### HOW TO COMPLETE THIS TASK
Copy out the records below exactly as they appear.

### DATA TO USE

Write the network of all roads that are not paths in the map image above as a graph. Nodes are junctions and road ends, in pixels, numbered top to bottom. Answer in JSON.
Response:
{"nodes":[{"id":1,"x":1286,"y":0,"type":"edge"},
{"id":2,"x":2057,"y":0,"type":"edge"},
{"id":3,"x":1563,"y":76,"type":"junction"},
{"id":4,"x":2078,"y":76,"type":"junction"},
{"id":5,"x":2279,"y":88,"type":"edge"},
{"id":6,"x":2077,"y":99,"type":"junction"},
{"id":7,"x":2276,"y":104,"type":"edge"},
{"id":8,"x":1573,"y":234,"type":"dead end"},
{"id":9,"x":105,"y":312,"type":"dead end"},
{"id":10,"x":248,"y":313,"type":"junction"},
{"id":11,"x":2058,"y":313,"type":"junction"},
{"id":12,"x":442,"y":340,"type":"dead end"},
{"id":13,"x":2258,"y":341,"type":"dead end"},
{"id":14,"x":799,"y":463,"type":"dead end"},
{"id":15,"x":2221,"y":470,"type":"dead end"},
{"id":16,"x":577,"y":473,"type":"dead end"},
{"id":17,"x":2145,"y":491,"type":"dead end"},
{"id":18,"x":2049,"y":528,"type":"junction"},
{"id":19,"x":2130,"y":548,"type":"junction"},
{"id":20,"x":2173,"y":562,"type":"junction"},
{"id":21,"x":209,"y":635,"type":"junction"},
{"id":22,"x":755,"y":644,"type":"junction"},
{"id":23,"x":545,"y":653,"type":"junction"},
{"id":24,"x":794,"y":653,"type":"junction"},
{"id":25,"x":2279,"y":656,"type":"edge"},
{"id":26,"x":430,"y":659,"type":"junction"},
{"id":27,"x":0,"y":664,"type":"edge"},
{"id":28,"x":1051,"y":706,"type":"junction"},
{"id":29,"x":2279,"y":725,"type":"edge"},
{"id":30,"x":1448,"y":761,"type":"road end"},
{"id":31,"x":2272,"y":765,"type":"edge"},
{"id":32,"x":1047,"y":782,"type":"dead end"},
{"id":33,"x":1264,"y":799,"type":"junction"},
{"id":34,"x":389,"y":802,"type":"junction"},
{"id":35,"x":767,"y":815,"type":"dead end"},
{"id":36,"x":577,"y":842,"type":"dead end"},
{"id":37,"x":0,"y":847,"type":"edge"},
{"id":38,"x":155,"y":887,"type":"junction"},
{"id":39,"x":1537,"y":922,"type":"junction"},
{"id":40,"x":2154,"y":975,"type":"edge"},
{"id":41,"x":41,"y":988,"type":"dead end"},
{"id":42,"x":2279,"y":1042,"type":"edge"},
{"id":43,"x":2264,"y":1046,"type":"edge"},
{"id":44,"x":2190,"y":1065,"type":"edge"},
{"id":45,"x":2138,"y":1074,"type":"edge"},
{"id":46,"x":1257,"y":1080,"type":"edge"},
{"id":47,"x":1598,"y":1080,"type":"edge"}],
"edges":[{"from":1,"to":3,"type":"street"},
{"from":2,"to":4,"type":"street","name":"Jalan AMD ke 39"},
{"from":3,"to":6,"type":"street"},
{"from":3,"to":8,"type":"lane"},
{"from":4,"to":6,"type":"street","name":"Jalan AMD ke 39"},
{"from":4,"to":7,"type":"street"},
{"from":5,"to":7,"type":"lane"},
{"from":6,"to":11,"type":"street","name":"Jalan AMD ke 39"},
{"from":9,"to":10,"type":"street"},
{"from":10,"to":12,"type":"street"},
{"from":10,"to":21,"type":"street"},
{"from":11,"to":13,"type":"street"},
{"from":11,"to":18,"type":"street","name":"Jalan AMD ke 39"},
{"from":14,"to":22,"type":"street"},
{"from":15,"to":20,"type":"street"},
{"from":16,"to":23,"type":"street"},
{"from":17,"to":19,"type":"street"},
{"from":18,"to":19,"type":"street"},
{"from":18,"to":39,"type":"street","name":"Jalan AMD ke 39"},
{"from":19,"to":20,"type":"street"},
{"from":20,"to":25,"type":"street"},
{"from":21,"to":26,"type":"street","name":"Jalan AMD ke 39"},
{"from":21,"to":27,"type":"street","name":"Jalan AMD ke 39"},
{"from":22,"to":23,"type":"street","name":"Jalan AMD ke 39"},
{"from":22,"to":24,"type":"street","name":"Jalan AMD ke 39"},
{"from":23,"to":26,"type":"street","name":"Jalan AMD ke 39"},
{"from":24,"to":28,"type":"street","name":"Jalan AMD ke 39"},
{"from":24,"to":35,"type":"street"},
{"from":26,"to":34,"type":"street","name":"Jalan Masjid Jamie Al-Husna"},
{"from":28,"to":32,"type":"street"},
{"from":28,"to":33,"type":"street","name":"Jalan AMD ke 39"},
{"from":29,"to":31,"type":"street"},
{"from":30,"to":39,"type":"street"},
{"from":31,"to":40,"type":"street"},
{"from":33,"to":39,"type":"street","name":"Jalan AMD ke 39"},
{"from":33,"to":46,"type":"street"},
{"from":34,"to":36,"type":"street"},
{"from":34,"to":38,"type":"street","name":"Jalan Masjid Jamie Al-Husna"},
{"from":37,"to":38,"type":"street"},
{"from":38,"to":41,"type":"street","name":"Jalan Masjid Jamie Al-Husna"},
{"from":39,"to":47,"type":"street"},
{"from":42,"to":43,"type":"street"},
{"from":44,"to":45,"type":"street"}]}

### ANSWER
Write the network of all roads that are not paths in the map image above as a graph. Nodes are junctions and road ends, in pixels, numbered top to bottom. Answer in JSON.
Response:
{"nodes":[{"id":1,"x":1286,"y":0,"type":"edge"},
{"id":2,"x":2057,"y":0,"type":"edge"},
{"id":3,"x":1563,"y":76,"type":"junction"},
{"id":4,"x":2078,"y":76,"type":"junction"},
{"id":5,"x":2279,"y":88,"type":"edge"},
{"id":6,"x":2077,"y":99,"type":"junction"},
{"id":7,"x":2276,"y":104,"type":"edge"},
{"id":8,"x":1573,"y":234,"type":"dead end"},
{"id":9,"x":105,"y":312,"type":"dead end"},
{"id":10,"x":248,"y":313,"type":"junction"},
{"id":11,"x":2058,"y":313,"type":"junction"},
{"id":12,"x":442,"y":340,"type":"dead end"},
{"id":13,"x":2258,"y":341,"type":"dead end"},
{"id":14,"x":799,"y":463,"type":"dead end"},
{"id":15,"x":2221,"y":470,"type":"dead end"},
{"id":16,"x":577,"y":473,"type":"dead end"},
{"id":17,"x":2145,"y":491,"type":"dead end"},
{"id":18,"x":2049,"y":528,"type":"junction"},
{"id":19,"x":2130,"y":548,"type":"junction"},
{"id":20,"x":2173,"y":562,"type":"junction"},
{"id":21,"x":209,"y":635,"type":"junction"},
{"id":22,"x":755,"y":644,"type":"junction"},
{"id":23,"x":545,"y":653,"type":"junction"},
{"id":24,"x":794,"y":653,"type":"junction"},
{"id":25,"x":2279,"y":656,"type":"edge"},
{"id":26,"x":430,"y":659,"type":"junction"},
{"id":27,"x":0,"y":664,"type":"edge"},
{"id":28,"x":1051,"y":706,"type":"junction"},
{"id":29,"x":2279,"y":725,"type":"edge"},
{"id":30,"x":1448,"y":761,"type":"road end"},
{"id":31,"x":2272,"y":765,"type":"edge"},
{"id":32,"x":1047,"y":782,"type":"dead end"},
{"id":33,"x":1264,"y":799,"type":"junction"},
{"id":34,"x":389,"y":802,"type":"junction"},
{"id":35,"x":767,"y":815,"type":"dead end"},
{"id":36,"x":577,"y":842,"type":"dead end"},
{"id":37,"x":0,"y":847,"type":"edge"},
{"id":38,"x":155,"y":887,"type":"junction"},
{"id":39,"x":1537,"y":922,"type":"junction"},
{"id":40,"x":2154,"y":975,"type":"edge"},
{"id":41,"x":41,"y":988,"type":"dead end"},
{"id":42,"x":2279,"y":1042,"type":"edge"},
{"id":43,"x":2264,"y":1046,"type":"edge"},
{"id":44,"x":2190,"y":1065,"type":"edge"},
{"id":45,"x":2138,"y":1074,"type":"edge"},
{"id":46,"x":1257,"y":1080,"type":"edge"},
{"id":47,"x":1598,"y":1080,"type":"edge"}],
"edges":[{"from":1,"to":3,"type":"street"},
{"from":2,"to":4,"type":"street","name":"Jalan AMD ke 39"},
{"from":3,"to":6,"type":"street"},
{"from":3,"to":8,"type":"lane"},
{"from":4,"to":6,"type":"street","name":"Jalan AMD ke 39"},
{"from":4,"to":7,"type":"street"},
{"from":5,"to":7,"type":"lane"},
{"from":6,"to":11,"type":"street","name":"Jalan AMD ke 39"},
{"from":9,"to":10,"type":"street"},
{"from":10,"to":12,"type":"street"},
{"from":10,"to":21,"type":"street"},
{"from":11,"to":13,"type":"street"},
{"from":11,"to":18,"type":"street","name":"Jalan AMD ke 39"},
{"from":14,"to":22,"type":"street"},
{"from":15,"to":20,"type":"street"},
{"from":16,"to":23,"type":"street"},
{"from":17,"to":19,"type":"street"},
{"from":18,"to":19,"type":"street"},
{"from":18,"to":39,"type":"street","name":"Jalan AMD ke 39"},
{"from":19,"to":20,"type":"street"},
{"from":20,"to":25,"type":"street"},
{"from":21,"to":26,"type":"street","name":"Jalan AMD ke 39"},
{"from":21,"to":27,"type":"street","name":"Jalan AMD ke 39"},
{"from":22,"to":23,"type":"street","name":"Jalan AMD ke 39"},
{"from":22,"to":24,"type":"street","name":"Jalan AMD ke 39"},
{"from":23,"to":26,"type":"street","name":"Jalan AMD ke 39"},
{"from":24,"to":28,"type":"street","name":"Jalan AMD ke 39"},
{"from":24,"to":35,"type":"street"},
{"from":26,"to":34,"type":"street","name":"Jalan Masjid Jamie Al-Husna"},
{"from":28,"to":32,"type":"street"},
{"from":28,"to":33,"type":"street","name":"Jalan AMD ke 39"},
{"from":29,"to":31,"type":"street"},
{"from":30,"to":39,"type":"street"},
{"from":31,"to":40,"type":"street"},
{"from":33,"to":39,"type":"street","name":"Jalan AMD ke 39"},
{"from":33,"to":46,"type":"street"},
{"from":34,"to":36,"type":"street"},
{"from":34,"to":38,"type":"street","name":"Jalan Masjid Jamie Al-Husna"},
{"from":37,"to":38,"type":"street"},
{"from":38,"to":41,"type":"street","name":"Jalan Masjid Jamie Al-Husna"},
{"from":39,"to":47,"type":"street"},
{"from":42,"to":43,"type":"street"},
{"from":44,"to":45,"type":"street"}]}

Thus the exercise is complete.